29 de maio de 2011

Crime coletivo

O conceito de crime coletivo no processo de escravidão, principalmente do negro africano, reflete nos estudos do jurista Fábio Konder Comparato, em artigo divulgado pelo jornal Folha de S. Paulo. Segundo Comparato, a escravidão de africanos e afro-descendentes no Brasil foi o crime coletivo de mais longa duração praticado nas Américas e um dos mais hediondos registrados na história. Foram milhões de jovens capturados durante séculos na África e conduzidos com a corda no pescoço até os portos de embarque, onde eram batizados e recebidos com ferro em brasa, a marca de seus respectivos proprietários.

Essa carga humana era acumulada no porão de tumbeiros, com menos de um metro de altura. Quando desembarcados, eram conduzidos a mercados públicos para serem arrematados em leilões, sendo que o preço de cada “peça” dependia da largura dos punhos e dos tornozelos, além de verificação da arcada dentária. A contextualização do tema traz à tona esse legado negativo do negro brasileiro, visto que aqui o processo de escravidão perdurou por mais 50 anos, bem depois de o mundo ter abolido essa prática. Após serem comprados em leilões, os escravos iam para os domínios rurais, maltrapilhos, enfrentando jornada de trabalho superior a 16 horas, sob o chicote dos feitores. O tempo de vida do escravo brasileiro nunca ultrapassou 12 anos, e a mortalidade sempre superou a natalidade, alimentando um incentivo constante ao tráfico negreiro.

O trabalho escravo fazia-se pela violência contínua. Daí a busca desesperada pela libertação, pela fuga ou suicídio. As punições ocorriam em público, geralmente pelos açoites. Era frequente aplicar a um escravo até 300 chibatadas, quando o Código Criminal do Império as limitavam ao número máximo de 50/dia. Mas em caso de entendimento de falta grave, os patrões não hesitavam em aplicar mutilações: dedos decepados, dentes quebrados e seios furados.
Havia o trauma irreversível da “desculturação”, pois os cativos eram brutalmente afastados de sua língua, costumes e tradições.
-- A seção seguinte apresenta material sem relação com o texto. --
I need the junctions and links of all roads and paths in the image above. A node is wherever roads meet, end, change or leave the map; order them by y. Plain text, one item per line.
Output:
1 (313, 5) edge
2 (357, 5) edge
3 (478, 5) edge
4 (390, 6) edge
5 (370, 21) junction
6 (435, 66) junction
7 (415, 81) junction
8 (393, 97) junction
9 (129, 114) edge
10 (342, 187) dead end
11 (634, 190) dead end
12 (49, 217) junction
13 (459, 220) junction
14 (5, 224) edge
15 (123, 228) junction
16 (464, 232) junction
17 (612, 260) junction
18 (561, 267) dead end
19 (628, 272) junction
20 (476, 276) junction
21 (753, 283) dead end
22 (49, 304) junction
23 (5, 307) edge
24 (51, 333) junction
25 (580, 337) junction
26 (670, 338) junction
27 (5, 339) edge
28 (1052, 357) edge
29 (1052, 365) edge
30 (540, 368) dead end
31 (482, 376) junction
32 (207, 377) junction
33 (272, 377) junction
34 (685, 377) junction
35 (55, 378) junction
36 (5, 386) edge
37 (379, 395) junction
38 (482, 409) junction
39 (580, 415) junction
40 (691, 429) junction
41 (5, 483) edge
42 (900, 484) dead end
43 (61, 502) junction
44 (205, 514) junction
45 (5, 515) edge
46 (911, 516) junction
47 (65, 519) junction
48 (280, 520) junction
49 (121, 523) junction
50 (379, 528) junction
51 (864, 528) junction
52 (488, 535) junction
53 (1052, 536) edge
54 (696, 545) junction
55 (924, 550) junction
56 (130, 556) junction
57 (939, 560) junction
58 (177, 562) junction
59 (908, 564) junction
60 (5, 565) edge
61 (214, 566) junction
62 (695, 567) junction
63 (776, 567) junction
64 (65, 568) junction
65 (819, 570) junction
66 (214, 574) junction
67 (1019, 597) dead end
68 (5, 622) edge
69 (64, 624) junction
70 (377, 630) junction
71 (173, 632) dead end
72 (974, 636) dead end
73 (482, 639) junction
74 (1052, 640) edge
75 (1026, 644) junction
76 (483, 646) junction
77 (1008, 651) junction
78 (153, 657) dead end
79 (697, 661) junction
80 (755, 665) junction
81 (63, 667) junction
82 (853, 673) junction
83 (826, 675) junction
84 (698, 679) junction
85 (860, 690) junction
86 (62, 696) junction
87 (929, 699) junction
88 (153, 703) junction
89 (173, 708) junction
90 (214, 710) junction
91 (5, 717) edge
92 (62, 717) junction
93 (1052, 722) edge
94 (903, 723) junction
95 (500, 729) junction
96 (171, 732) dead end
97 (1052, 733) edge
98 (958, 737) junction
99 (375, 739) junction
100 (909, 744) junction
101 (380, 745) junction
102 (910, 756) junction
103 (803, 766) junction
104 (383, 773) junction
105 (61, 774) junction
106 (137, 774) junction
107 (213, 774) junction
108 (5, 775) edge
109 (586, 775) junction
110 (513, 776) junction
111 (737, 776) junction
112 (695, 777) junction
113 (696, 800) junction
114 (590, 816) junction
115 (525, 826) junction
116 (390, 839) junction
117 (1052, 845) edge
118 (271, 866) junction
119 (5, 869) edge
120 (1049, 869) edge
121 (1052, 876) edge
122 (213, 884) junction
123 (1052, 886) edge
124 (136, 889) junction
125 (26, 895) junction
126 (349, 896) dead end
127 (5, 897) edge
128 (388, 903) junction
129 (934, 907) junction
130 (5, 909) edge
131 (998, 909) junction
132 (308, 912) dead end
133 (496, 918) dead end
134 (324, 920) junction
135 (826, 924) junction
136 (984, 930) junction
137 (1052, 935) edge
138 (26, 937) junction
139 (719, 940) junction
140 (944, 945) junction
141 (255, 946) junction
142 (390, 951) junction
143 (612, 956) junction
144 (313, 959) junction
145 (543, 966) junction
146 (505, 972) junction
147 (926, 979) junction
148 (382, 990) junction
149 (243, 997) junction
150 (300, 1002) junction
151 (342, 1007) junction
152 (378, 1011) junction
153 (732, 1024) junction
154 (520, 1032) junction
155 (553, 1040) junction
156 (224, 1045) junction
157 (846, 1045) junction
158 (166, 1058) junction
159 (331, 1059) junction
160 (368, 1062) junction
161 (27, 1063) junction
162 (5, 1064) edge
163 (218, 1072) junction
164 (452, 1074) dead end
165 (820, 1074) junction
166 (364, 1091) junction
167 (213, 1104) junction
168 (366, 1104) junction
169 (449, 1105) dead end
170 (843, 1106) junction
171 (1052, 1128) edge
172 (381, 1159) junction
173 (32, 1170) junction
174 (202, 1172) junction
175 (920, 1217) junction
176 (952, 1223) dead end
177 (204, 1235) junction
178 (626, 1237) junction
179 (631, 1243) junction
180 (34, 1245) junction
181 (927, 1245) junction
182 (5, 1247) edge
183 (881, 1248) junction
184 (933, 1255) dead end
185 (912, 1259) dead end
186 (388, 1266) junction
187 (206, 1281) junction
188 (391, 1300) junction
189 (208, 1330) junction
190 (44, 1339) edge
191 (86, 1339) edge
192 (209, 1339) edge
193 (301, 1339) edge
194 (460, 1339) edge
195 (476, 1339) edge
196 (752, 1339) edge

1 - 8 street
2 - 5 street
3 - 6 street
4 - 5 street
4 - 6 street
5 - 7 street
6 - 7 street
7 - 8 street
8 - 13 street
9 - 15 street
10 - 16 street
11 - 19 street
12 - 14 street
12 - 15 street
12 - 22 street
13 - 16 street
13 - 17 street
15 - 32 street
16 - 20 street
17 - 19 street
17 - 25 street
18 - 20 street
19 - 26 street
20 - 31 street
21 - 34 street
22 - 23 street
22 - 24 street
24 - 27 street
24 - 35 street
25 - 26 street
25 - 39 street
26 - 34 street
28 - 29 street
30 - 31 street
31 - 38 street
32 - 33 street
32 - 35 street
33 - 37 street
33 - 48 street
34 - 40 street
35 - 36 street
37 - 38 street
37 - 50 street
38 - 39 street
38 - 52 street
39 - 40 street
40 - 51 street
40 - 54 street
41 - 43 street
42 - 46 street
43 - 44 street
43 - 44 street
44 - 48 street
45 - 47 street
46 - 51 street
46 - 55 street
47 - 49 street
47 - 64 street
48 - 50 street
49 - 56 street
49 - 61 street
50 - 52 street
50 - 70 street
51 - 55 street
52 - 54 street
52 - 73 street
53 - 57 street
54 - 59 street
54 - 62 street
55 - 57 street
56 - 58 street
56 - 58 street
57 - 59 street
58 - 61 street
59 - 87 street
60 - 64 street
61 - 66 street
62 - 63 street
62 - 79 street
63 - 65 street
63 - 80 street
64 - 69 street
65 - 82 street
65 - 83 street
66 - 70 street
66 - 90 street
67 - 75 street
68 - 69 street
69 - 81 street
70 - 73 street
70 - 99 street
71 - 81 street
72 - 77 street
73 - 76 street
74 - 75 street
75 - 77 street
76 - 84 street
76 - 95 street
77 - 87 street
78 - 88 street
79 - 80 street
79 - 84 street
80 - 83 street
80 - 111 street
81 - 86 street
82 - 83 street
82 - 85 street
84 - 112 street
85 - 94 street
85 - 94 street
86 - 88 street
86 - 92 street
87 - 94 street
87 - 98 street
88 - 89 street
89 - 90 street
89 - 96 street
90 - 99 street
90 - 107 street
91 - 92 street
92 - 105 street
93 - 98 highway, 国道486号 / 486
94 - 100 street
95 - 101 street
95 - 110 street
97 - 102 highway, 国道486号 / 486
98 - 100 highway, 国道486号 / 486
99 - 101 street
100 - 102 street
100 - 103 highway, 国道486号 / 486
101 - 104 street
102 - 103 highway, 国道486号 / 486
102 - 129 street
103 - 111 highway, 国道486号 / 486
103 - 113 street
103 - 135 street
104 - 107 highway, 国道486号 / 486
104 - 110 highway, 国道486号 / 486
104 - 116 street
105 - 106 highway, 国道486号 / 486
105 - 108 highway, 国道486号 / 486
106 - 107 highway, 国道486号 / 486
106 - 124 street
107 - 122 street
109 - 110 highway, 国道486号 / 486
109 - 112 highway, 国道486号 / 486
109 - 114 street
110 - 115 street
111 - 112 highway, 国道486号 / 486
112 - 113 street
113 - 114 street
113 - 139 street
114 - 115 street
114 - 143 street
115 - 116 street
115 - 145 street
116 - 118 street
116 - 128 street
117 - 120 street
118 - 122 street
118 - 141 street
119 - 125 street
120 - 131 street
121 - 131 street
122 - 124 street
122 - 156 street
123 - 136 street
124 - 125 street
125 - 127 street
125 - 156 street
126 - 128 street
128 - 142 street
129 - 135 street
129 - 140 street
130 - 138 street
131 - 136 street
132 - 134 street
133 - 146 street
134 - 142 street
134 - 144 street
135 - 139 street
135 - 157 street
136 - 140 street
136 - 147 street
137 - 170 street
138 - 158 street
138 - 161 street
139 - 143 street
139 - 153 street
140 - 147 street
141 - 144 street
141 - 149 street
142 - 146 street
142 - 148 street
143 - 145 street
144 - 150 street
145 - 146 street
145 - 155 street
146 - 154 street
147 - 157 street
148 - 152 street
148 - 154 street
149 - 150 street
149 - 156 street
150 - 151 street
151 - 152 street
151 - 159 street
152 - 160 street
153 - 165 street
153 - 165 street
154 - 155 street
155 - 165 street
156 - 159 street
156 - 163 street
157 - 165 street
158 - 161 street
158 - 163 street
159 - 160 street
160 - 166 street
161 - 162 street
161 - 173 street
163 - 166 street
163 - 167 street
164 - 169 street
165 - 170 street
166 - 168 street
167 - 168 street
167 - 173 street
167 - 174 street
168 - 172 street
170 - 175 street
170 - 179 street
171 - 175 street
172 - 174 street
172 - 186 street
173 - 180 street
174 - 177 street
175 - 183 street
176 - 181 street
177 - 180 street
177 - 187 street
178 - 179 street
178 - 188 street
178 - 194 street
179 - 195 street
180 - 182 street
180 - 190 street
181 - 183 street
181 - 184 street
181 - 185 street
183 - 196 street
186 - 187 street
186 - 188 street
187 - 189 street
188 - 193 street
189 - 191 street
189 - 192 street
Desde o embarque na África, procurava-se agrupar indivíduos de etnias diferentes, falando línguas incompreensíveis uns para com os outros. Para que pudessem se comunicar entre si, tinham que aprender a língua dos patrões, gritada pelos feitores.

Outro efeito desse crime coletivo foi a desestruturação dos laços familiares. As jovens escravas “de dentro” serviam habitualmente para saciar o impulso dos machos da casa grande, enquanto na senzala homens e mulheres viviam em alojamentos separados. O acasalamento entre escravos era tolerado para a reprodução, jamais para a constituição de uma família regular.

O resultado inevitável desse processo de exploração do ser humano foi a superposição do direito de propriedade aos deveres de parentesco, mesmo consanguíneo. O próprio Estado brasileiro contribuiu para suavizar e apagar da mente da elite dominante a culpa pela escravidão. Registros históricos da época do Império mostram que o ministro das Finanças, o advogado e jornalista Rui Barbosa, comandou a queima de papéis oficiais confirmando a existência da escravidão no Brasil. Assim, fazendeiros que adquiriram “propriedades” – ou as “peças de guiné”, como eram considerados os escravos – não tinham como acionar o Estado para rever perdas monetárias. Efeito disso ganha reflexo ainda hoje, principalmente para historiadores que se veem privados de aferir a trajetória do antepassado negro brasileiro.